A ‘STEEPLY rising’ number of desperate people turning up at church doors in need of food or cash to pay fuel bills has been branded a ‘scandal’.

Members of East Lancashire’s clergy spoke out after a vicar was so moved she wrote a heartfelt and graphic account of the large amount of poor and vulnerable people seeking emergency help from her.

Rev Anne Morris of St Oswald’s Church, which covers Knuzden and Shadsworth, said: “This should not be happening in modern Britain.”

Her concerns are shared by the Bishop of Burnley Philip North, who branded it a ‘scandal’, and other vicars who had seen similar problems in the area’s parishes.

The clergy’s alarm comes four years after official government statistics placed Blackburn with Darwen, Burnley and Pendle in the 20 most deprived boroughs in England.

Earlier this year it was also revealed Blackburn with Darwen had the second highest number of claimants for child and working tax credits in the country.

The number of people using East Lancashire’s foodbanks and those collecting emergency parcels from Blackburn Cathedral has also increased dramatically since 2013.

Labour politicians blame welfare cuts and austerity for the surge in people needing help while Conservative MPs said the economic recovery would help them out of the poverty trap.

Rev Morris’s letter, which was read out to this month’s Blackburn with Darwen Council Forum, said: “In the past I’ve had two or three callers a year, mostly regulars with alcohol problems who called for a cup of tea, a sandwich and a chat.

“In the last two years everything has changed. I now have at least one caller per week, sometimes more.

“They now need a food parcel, and often money on a gas or electricity card.

“The demand was getting hard to deal with on an ad-hoc basis so now it has to be organised. The Diocese has bought me a freezer so I can have bread and butter without using up my family’s food.

“The Church Council at St Oswald’s now has an arrangement with a local newsagent who keeps £10 of church money in his till.

“I also keep a bag of food by the front door which is taken from the Church’s collection for the foodbank.”

“A variety of people come for help. They are mostly men.

“Some of them are so ill that they aren’t capable of carrying their food parcel home so I end up giving them a lift . They are often poorly clothed and are cold and wet.

“One man walked from Accrington to get help here.”

Rev Morris said: “I am deeply concerned. This should not be happening in modern Britain. It should not be happening in any civilised country.”

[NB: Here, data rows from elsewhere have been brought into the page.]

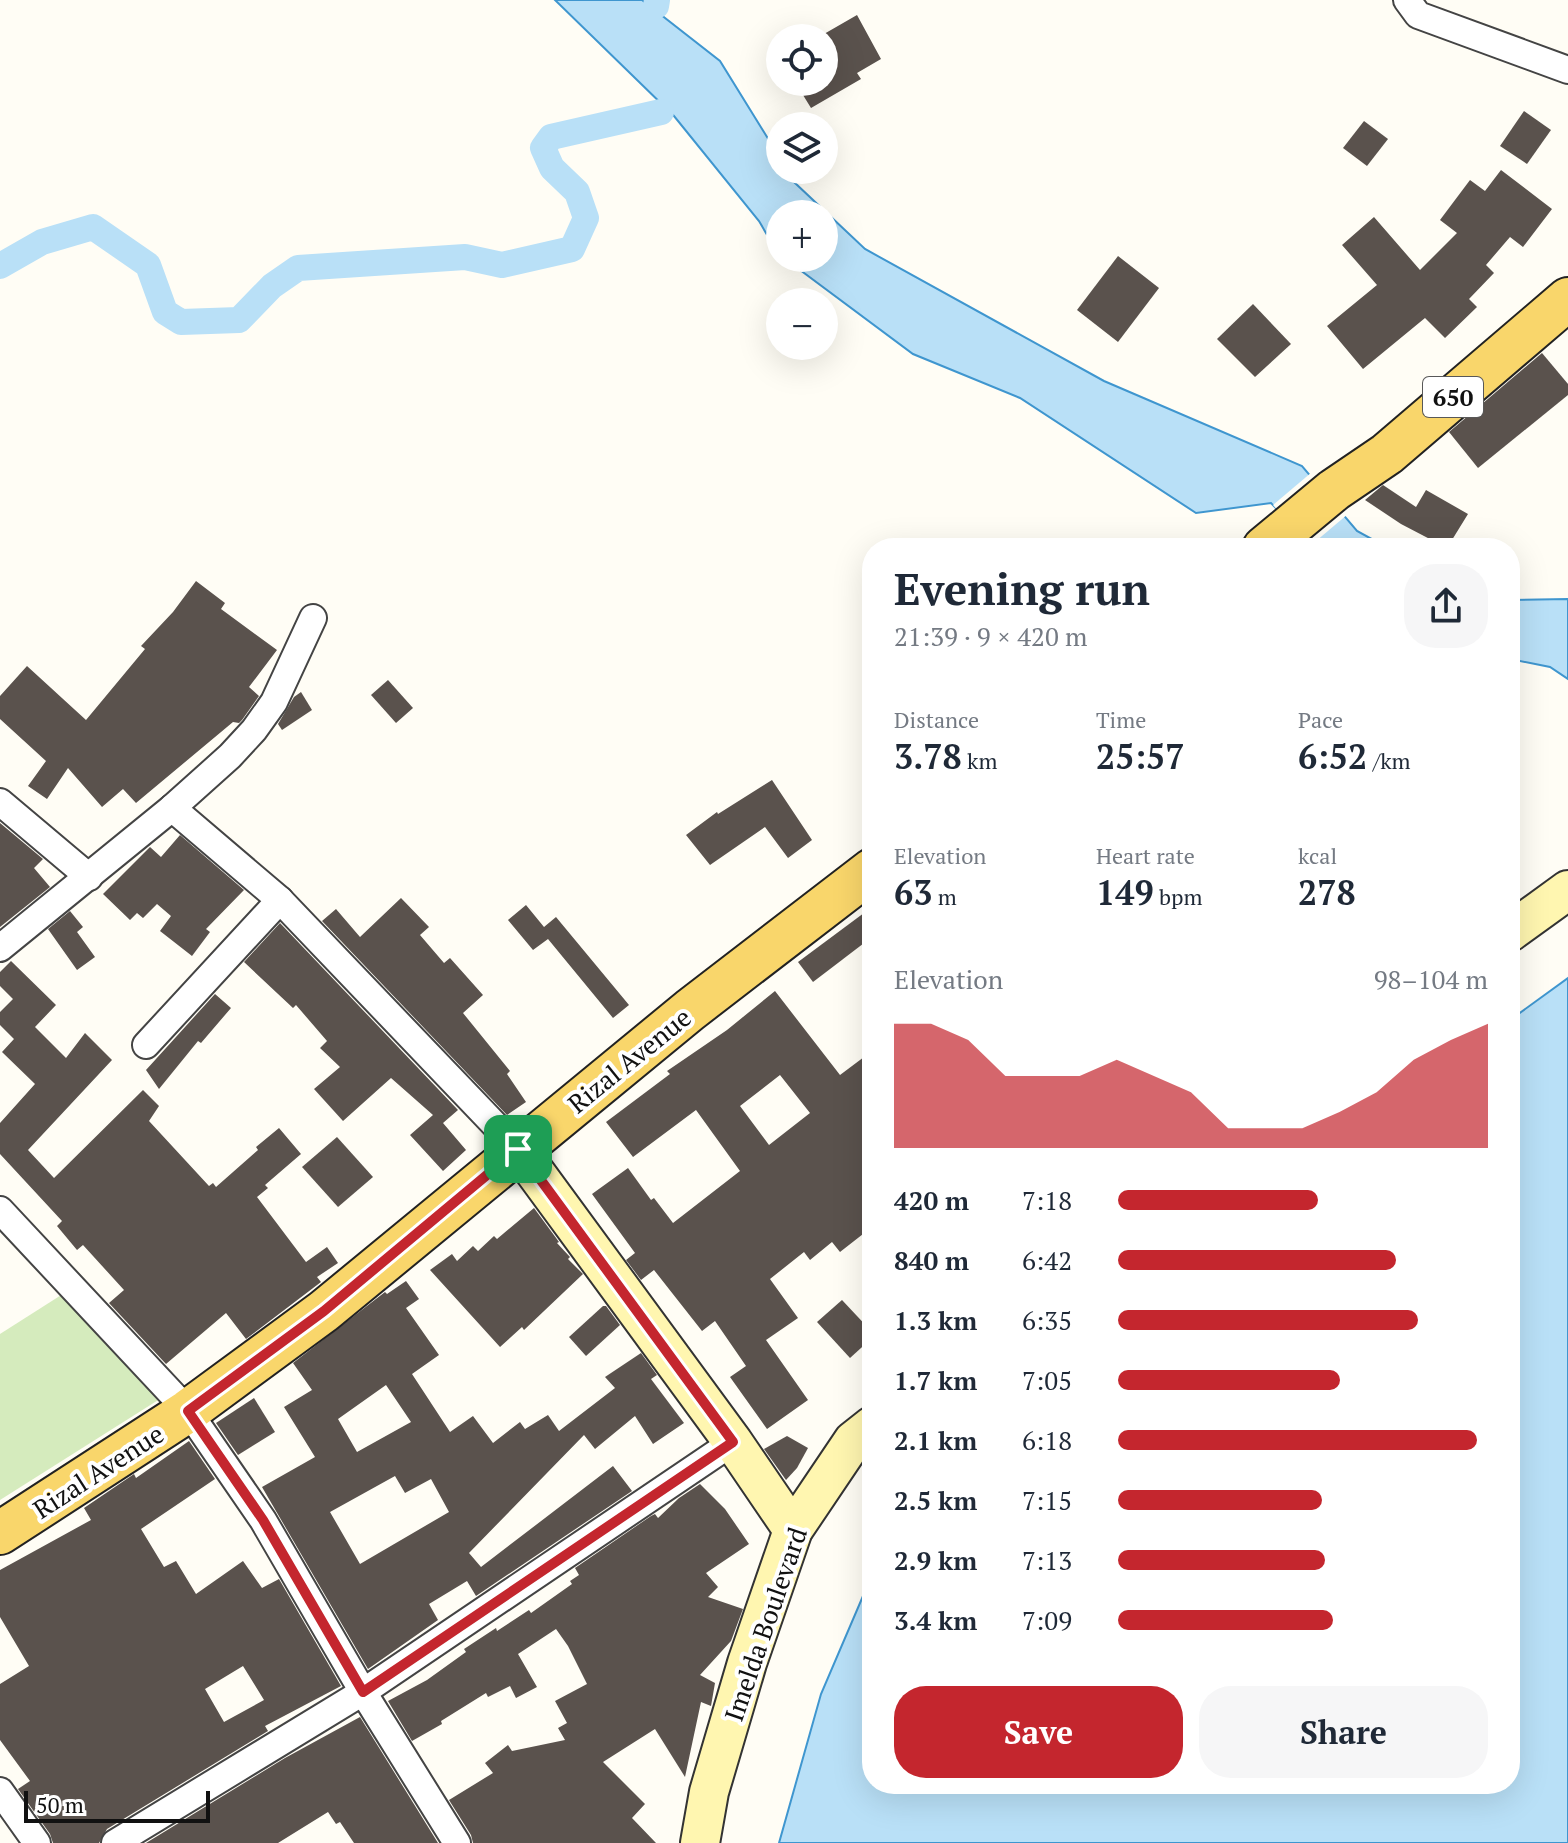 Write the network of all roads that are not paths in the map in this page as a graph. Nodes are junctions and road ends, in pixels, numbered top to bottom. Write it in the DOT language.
graph roads {
  1 [pos="1407,0"];
  2 [pos="1568,70"];
  3 [pos="1568,299"];
  4 [pos="1277,537"];
  5 [pos="313,618"];
  6 [pos="0,802"];
  7 [pos="172,808"];
  8 [pos="89,877"];
  9 [pos="862,878"];
  10 [pos="1568,890"];
  11 [pos="280,900"];
  12 [pos="1520,925"];
  13 [pos="0,948"];
  14 [pos="146,1045"];
  15 [pos="518,1149"];
  16 [pos="0,1210"];
  17 [pos="188,1411"];
  18 [pos="862,1434"];
  19 [pos="733,1442"];
  20 [pos="793,1530"];
  21 [pos="0,1533"];
  22 [pos="363,1692"];
  23 [pos="0,1791"];
  24 [pos="37,1843"];
  25 [pos="115,1843"];
  26 [pos="457,1843"];
  27 [pos="700,1843"];
  1 -- 2 [label="street"];
  3 -- 4 [label="main road, 650"];
  5 -- 7 [label="street"];
  6 -- 8 [label="street"];
  7 -- 8 [label="street"];
  7 -- 11 [label="street"];
  8 -- 13 [label="street"];
  9 -- 15 [label="main road, Rizal Avenue"];
  10 -- 12 [label="main road"];
  11 -- 14 [label="street"];
  11 -- 15 [label="street"];
  15 -- 17 [label="main road, Rizal Avenue"];
  15 -- 19 [label="main road"];
  16 -- 17 [label="street"];
  17 -- 21 [label="main road, Rizal Avenue"];
  17 -- 22 [label="street"];
  18 -- 20 [label="main road, Imelda Boulevard"];
  19 -- 20 [label="main road"];
  19 -- 22 [label="street"];
  20 -- 27 [label="main road, Imelda Boulevard"];
  22 -- 25 [label="street"];
  22 -- 26 [label="street"];
  23 -- 24 [label="street"];
}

Bishop Philip said: “This letter does reflect what is happening in other parts of East Lancashire.

“I hear similar stories from other vicars with deprived parishes in Burnley, Nelson and Colne. I hear from people working on Stoops estate in Burnley that one third of in work families are choosing whether to heat or eat.

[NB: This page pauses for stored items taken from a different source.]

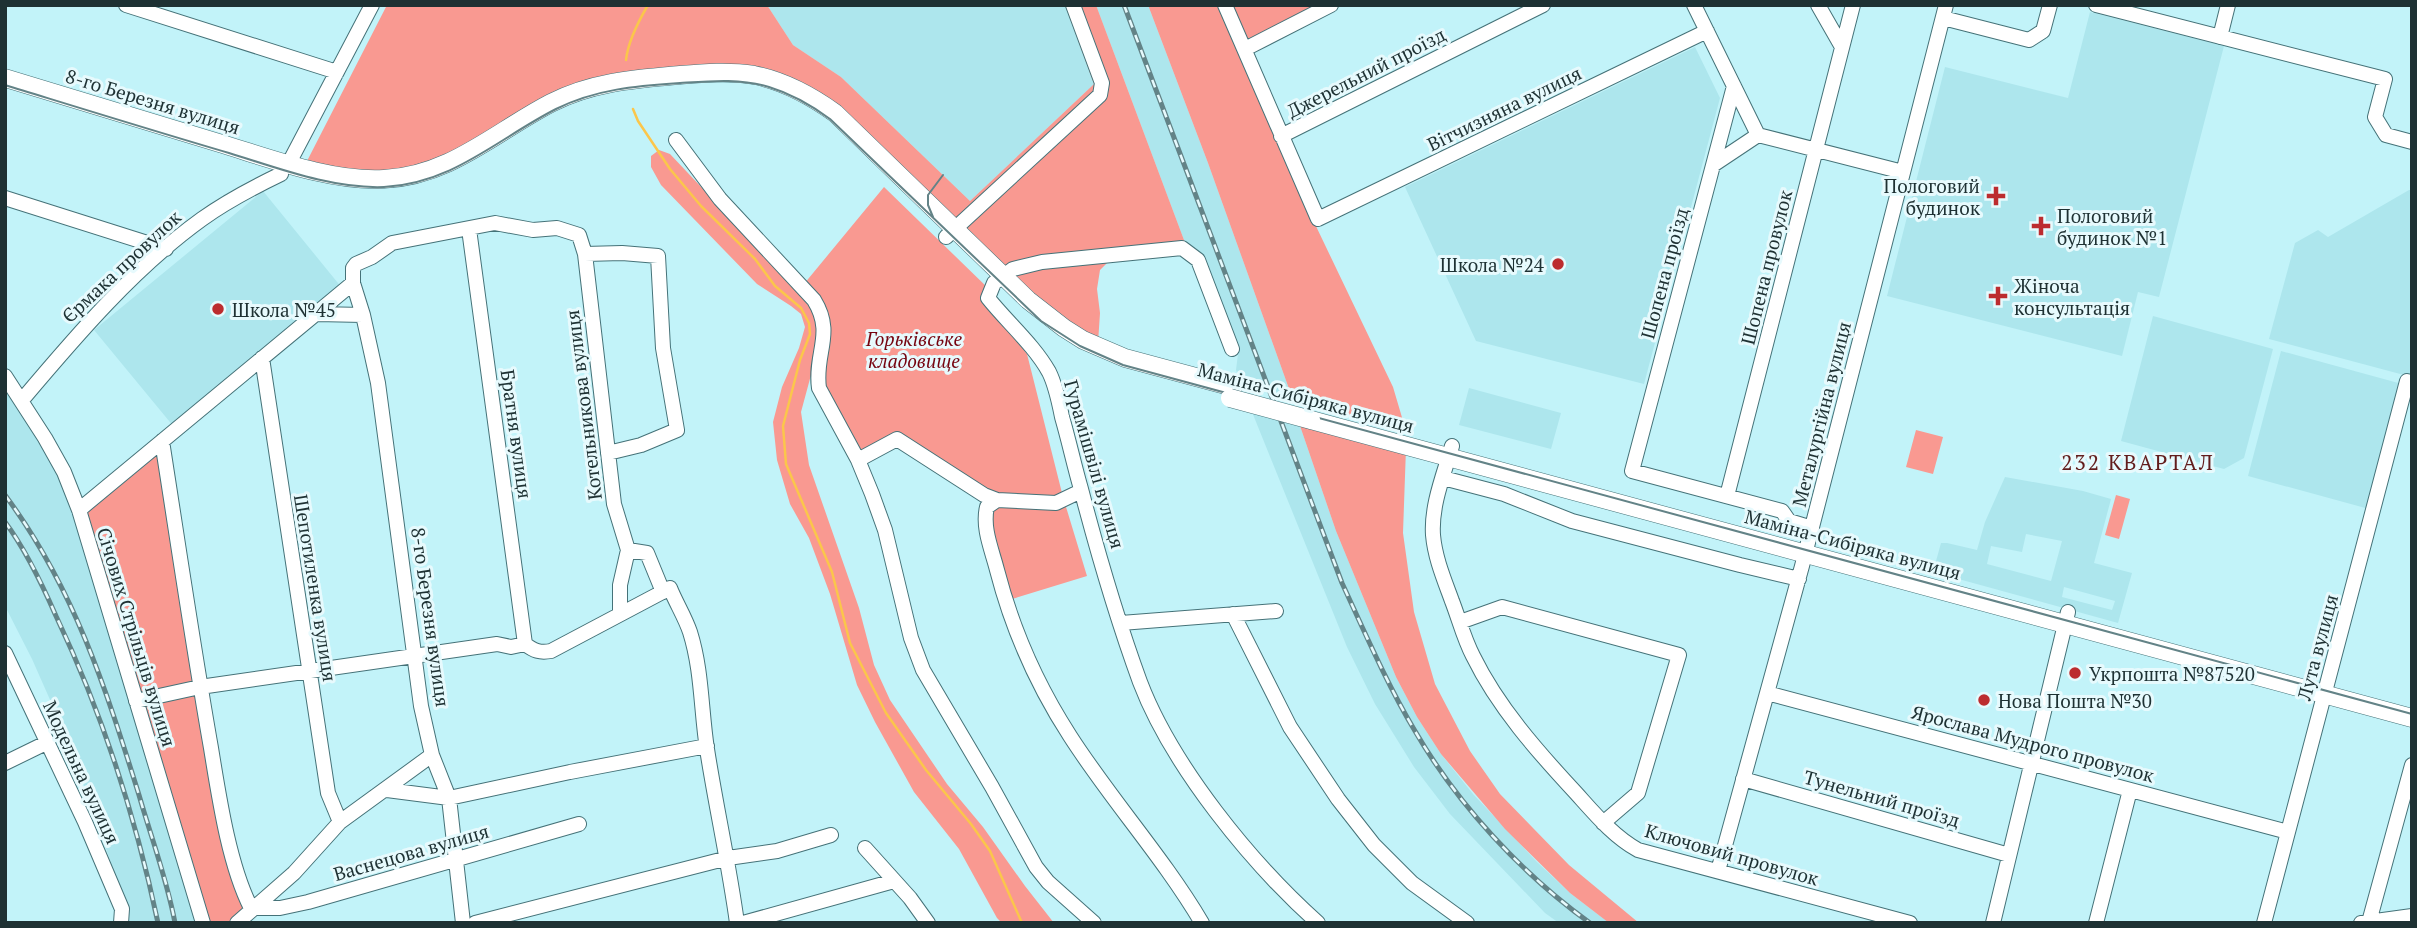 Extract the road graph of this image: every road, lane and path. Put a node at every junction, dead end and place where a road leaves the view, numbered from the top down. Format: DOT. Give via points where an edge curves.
graph roads {
  1 [pos="126,5"];
  2 [pos="372,5"];
  3 [pos="1073,5"];
  4 [pos="1225,5"];
  5 [pos="1331,5"];
  6 [pos="1544,5"];
  7 [pos="1695,5"];
  8 [pos="1818,5"];
  9 [pos="1853,5"];
  10 [pos="2050,5"];
  11 [pos="2096,5"];
  12 [pos="2228,5"];
  13 [pos="1945,12"];
  14 [pos="1707,31"];
  15 [pos="2220,37"];
  16 [pos="1842,47"];
  17 [pos="1245,49"];
  18 [pos="337,72"];
  19 [pos="5,78"];
  20 [pos="1734,86"];
  21 [pos="5,89"];
  22 [pos="1758,135"];
  23 [pos="1282,136"];
  24 [pos="676,140"];
  25 [pos="2412,142"];
  26 [pos="1816,150"];
  27 [pos="1713,165"];
  28 [pos="285,168"];
  29 [pos="1903,172"];
  30 [pos="5,198"];
  31 [pos="470,229"];
  32 [pos="951,233"];
  33 [pos="166,248"];
  34 [pos="585,254"];
  35 [pos="999,280"];
  36 [pos="353,283"];
  37 [pos="317,314"];
  38 [pos="363,314"];
  39 [pos="1233,349"];
  40 [pos="262,358"];
  41 [pos="5,376"];
  42 [pos="2409,381"];
  43 [pos="22,400"];
  44 [pos="162,441"];
  45 [pos="1450,452"];
  46 [pos="608,453"];
  47 [pos="858,460"];
  48 [pos="1443,478"];
  49 [pos="1081,491"];
  50 [pos="1727,496"];
  51 [pos="997,500"];
  52 [pos="79,510"];
  53 [pos="1809,541"];
  54 [pos="628,550"];
  55 [pos="1799,579"];
  56 [pos="663,592"];
  57 [pos="1276,611"];
  58 [pos="620,613"];
  59 [pos="1233,614"];
  60 [pos="2066,618"];
  61 [pos="1460,622"];
  62 [pos="1121,623"];
  63 [pos="525,644"];
  64 [pos="5,653"];
  65 [pos="414,656"];
  66 [pos="309,671"];
  67 [pos="200,687"];
  68 [pos="2326,688"];
  69 [pos="1767,693"];
  70 [pos="136,701"];
  71 [pos="2412,706"];
  72 [pos="2412,718"];
  73 [pos="48,743"];
  74 [pos="707,746"];
  75 [pos="432,755"];
  76 [pos="5,763"];
  77 [pos="2031,763"];
  78 [pos="2412,765"];
  79 [pos="1743,779"];
  80 [pos="387,790"];
  81 [pos="2130,790"];
  82 [pos="449,799"];
  83 [pos="340,822"];
  84 [pos="1604,823"];
  85 [pos="579,824"];
  86 [pos="2288,832"];
  87 [pos="831,835"];
  88 [pos="865,848"];
  89 [pos="2009,855"];
  90 [pos="728,858"];
  91 [pos="456,859"];
  92 [pos="1718,871"];
  93 [pos="894,881"];
  94 [pos="251,908"];
  95 [pos="121,916"];
  96 [pos="2412,916"];
  97 [pos="2365,922"];
  98 [pos="203,923"];
  99 [pos="237,923"];
  100 [pos="463,923"];
  101 [pos="475,923"];
  102 [pos="737,923"];
  103 [pos="743,923"];
  104 [pos="928,923"];
  105 [pos="1094,923"];
  106 [pos="1202,923"];
  107 [pos="1318,923"];
  108 [pos="1466,923"];
  109 [pos="1910,923"];
  110 [pos="1993,923"];
  111 [pos="2095,923"];
  112 [pos="2264,923"];
  1 -- 18 [label="street"];
  2 -- 18 [label="street"];
  3 -- 32 [label="street" via="1102,83 1100,95"];
  4 -- 17 [label="street"];
  5 -- 17 [label="street"];
  6 -- 23 [label="street, Джерельний проїзд"];
  7 -- 14 [label="street"];
  8 -- 16 [label="street"];
  9 -- 16 [label="street, Шопена провулок"];
  10 -- 13 [label="street" via="2043,32 2029,40"];
  11 -- 15 [label="street"];
  12 -- 15 [label="street"];
  13 -- 29 [label="street, Металургійна вулиця"];
  14 -- 20 [label="street"];
  14 -- 23 [label="street, Вітчизняна вулиця" via="1318,219"];
  15 -- 25 [label="street" via="2385,79 2375,117 2386,135"];
  16 -- 26 [label="street, Шопена провулок"];
  17 -- 23 [label="street"];
  18 -- 28 [label="street"];
  19 -- 28 [label="main road, 8-го Березня вулиця"];
  20 -- 22 [label="street"];
  20 -- 27 [label="street, Шопена проїзд"];
  21 -- 28 [label="main road, 8-го Березня вулиця"];
  22 -- 26 [label="street"];
  22 -- 27 [label="street"];
  24 -- 47 [label="street" via="720,199 822,313 825,328 819,388"];
  26 -- 29 [label="street"];
  26 -- 50 [label="street, Шопена провулок"];
  27 -- 50 [label="street, Шопена проїзд" via="1632,471"];
  28 -- 32 [label="main road, Маміна-Сибіряка вулиця" via="354,190 414,187 461,171 555,114 594,98 635,90 736,85 785,97 814,113"];
  28 -- 33 [label="street, Єрмака провулок" via="211,213"];
  29 -- 53 [label="street, Металургійна вулиця"];
  30 -- 33 [label="street"];
  31 -- 34 [label="street" via="495,223 533,230 557,228 579,235"];
  31 -- 36 [label="street" via="392,243 356,264"];
  31 -- 63 [label="street, Братня вулиця"];
  32 -- 35 [label="main road, Маміна-Сибіряка вулиця"];
  33 -- 43 [label="street, Єрмака провулок" via="96,316"];
  34 -- 46 [label="street, Котельникова вулиця"];
  34 -- 46 [label="street" via="658,256 663,348 677,430"];
  35 -- 39 [label="street" via="1013,269 1042,262 1182,248 1198,260"];
  35 -- 45 [label="main road, Маміна-Сибіряка вулиця" via="1045,315 1104,350 1231,392"];
  35 -- 49 [label="street, Гурамішвілі вулиця" via="988,298 1049,373"];
  36 -- 37 [label="street"];
  36 -- 38 [label="street, 8-го Березня вулиця"];
  37 -- 38 [label="street"];
  37 -- 40 [label="street"];
  38 -- 65 [label="street, 8-го Березня вулиця" via="379,383"];
  40 -- 44 [label="street"];
  40 -- 66 [label="street, Шепотиленка вулиця"];
  41 -- 43 [label="street, Січових Стрільців вулиця"];
  42 -- 68 [label="street, Лута вулиця"];
  43 -- 52 [label="street, Січових Стрільців вулиця" via="64,472"];
  44 -- 52 [label="street"];
  44 -- 67 [label="street, Січових Стрільців вулиця"];
  45 -- 48 [label="street, Ключовий провулок"];
  45 -- 53 [label="main road, Маміна-Сибіряка вулиця"];
  46 -- 54 [label="street, Котельникова вулиця" via="614,504"];
  47 -- 51 [label="street" via="897,439"];
  47 -- 105 [label="street" via="885,530 911,638 932,688 1036,867"];
  48 -- 55 [label="street" via="1504,494 1572,521"];
  48 -- 61 [label="street, Ключовий провулок" via="1434,511 1434,543"];
  49 -- 51 [label="street" via="1056,502"];
  49 -- 62 [label="street, Гурамішвілі вулиця"];
  50 -- 53 [label="street" via="1782,511"];
  51 -- 106 [label="street" via="987,508 985,518 992,553 1014,623 1045,694 1070,737"];
  52 -- 70 [label="street, Січових Стрільців вулиця"];
  53 -- 55 [label="street, Металургійна вулиця"];
  53 -- 60 [label="main road, Маміна-Сибіряка вулиця"];
  54 -- 56 [label="street" via="647,553"];
  54 -- 58 [label="street, Котельникова вулиця" via="620,585"];
  55 -- 69 [label="street, Металургійна вулиця"];
  56 -- 58 [label="street"];
  56 -- 74 [label="street" via="670,588 690,630"];
  57 -- 59 [label="street"];
  58 -- 63 [label="street" via="551,651 541,653"];
  59 -- 62 [label="street"];
  59 -- 108 [label="street" via="1290,727 1338,799 1412,883"];
  60 -- 68 [label="main road, Маміна-Сибіряка вулиця"];
  60 -- 77 [label="street"];
  61 -- 84 [label="street, Ключовий провулок" via="1473,656 1510,716"];
  61 -- 84 [label="street" via="1502,607 1679,655 1638,793"];
  62 -- 107 [label="street, Гурамішвілі вулиця" via="1142,684 1170,742 1235,835"];
  63 -- 65 [label="street"];
  64 -- 73 [label="street, Модельна вулиця"];
  65 -- 66 [label="street"];
  65 -- 75 [label="street, 8-го Березня вулиця"];
  66 -- 67 [label="street"];
  66 -- 83 [label="street, Шепотиленка вулиця" via="328,793"];
  67 -- 70 [label="street"];
  67 -- 94 [label="street, Січових Стрільців вулиця" via="219,796 241,889"];
  68 -- 71 [label="main road, Маміна-Сибіряка вулиця"];
  68 -- 72 [label="main road, Маміна-Сибіряка вулиця"];
  68 -- 86 [label="street, Лута вулиця"];
  69 -- 77 [label="street, Ярослава Мудрого провулок"];
  69 -- 79 [label="street, Металургійна вулиця"];
  70 -- 98 [label="street, Січових Стрільців вулиця"];
  73 -- 76 [label="street"];
  73 -- 95 [label="street, Модельна вулиця"];
  74 -- 82 [label="street, Васнецова вулиця"];
  74 -- 90 [label="street"];
  75 -- 80 [label="street, Васнецова вулиця"];
  75 -- 82 [label="street, 8-го Березня вулиця"];
  77 -- 81 [label="street, Ярослава Мудрого провулок"];
  77 -- 89 [label="street"];
  78 -- 97 [label="street"];
  79 -- 89 [label="street, Тунельний проїзд"];
  79 -- 92 [label="street, Металургійна вулиця"];
  80 -- 82 [label="street, Васнецова вулиця"];
  80 -- 83 [label="street, Васнецова вулиця"];
  81 -- 86 [label="street, Ярослава Мудрого провулок"];
  81 -- 111 [label="street"];
  82 -- 91 [label="street, 8-го Березня вулиця"];
  83 -- 94 [label="street, Васнецова вулиця" via="294,873"];
  84 -- 92 [label="street, Ключовий провулок" via="1638,850"];
  85 -- 91 [label="street, Васнецова вулиця"];
  86 -- 112 [label="street, Лута вулиця"];
  87 -- 90 [label="street"];
  88 -- 93 [label="street"];
  89 -- 110 [label="street"];
  90 -- 101 [label="street"];
  90 -- 102 [label="street"];
  91 -- 94 [label="street, Васнецова вулиця" via="309,902"];
  91 -- 100 [label="street, 8-го Березня вулиця"];
  92 -- 109 [label="street, Ключовий провулок"];
  93 -- 103 [label="street"];
  93 -- 104 [label="street"];
  94 -- 99 [label="street, Васнецова вулиця"];
  96 -- 97 [label="street"];
}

“This is not the kind of thing that should be happening in the fifth wealthiest country in the world.

“The real scandal is that there are still parents who cannot afford to feed their children properly.”

Father Roger Parker, of St Catherine’s Church in Todmorden Road, Burnley, said: “Rev Morris’s letter reflects my experience in the parish.

“I can get up to five or six callers a week in need of food or money for fuel.

“That is pretty normal now.”

Ros Duerden, manager of Blackburn Foodbank, said the number of callers using its service had risen from 638 in December 2013 to 1,215 in December 2014.

Mark Hirst, from Community Solutions North West, which runs foodbanks in Burnley, Pendle, Rossendale, Hyndburn and Ribble Valley, said: “We have seen a sharp rise in demand for our services in the last two years.”

Canon Andrew Hindley also said the number of bags of provisions given out on a Sunday at Blackburn Cathedral had risen by 50 per cent over the past two years.

Pendle MP Andrew Stephenson said: “I congratulate Rev Morris on helping the vulnerable which is what the church should do.

“The government’s economic policy and benefit changes are about helping people out of poverty into work and making work pay.”

His Rossendale and Darwen Tory MP Jake Berry added: “The new Universal Credit is about ironing out some of these problems and delays in benefits.”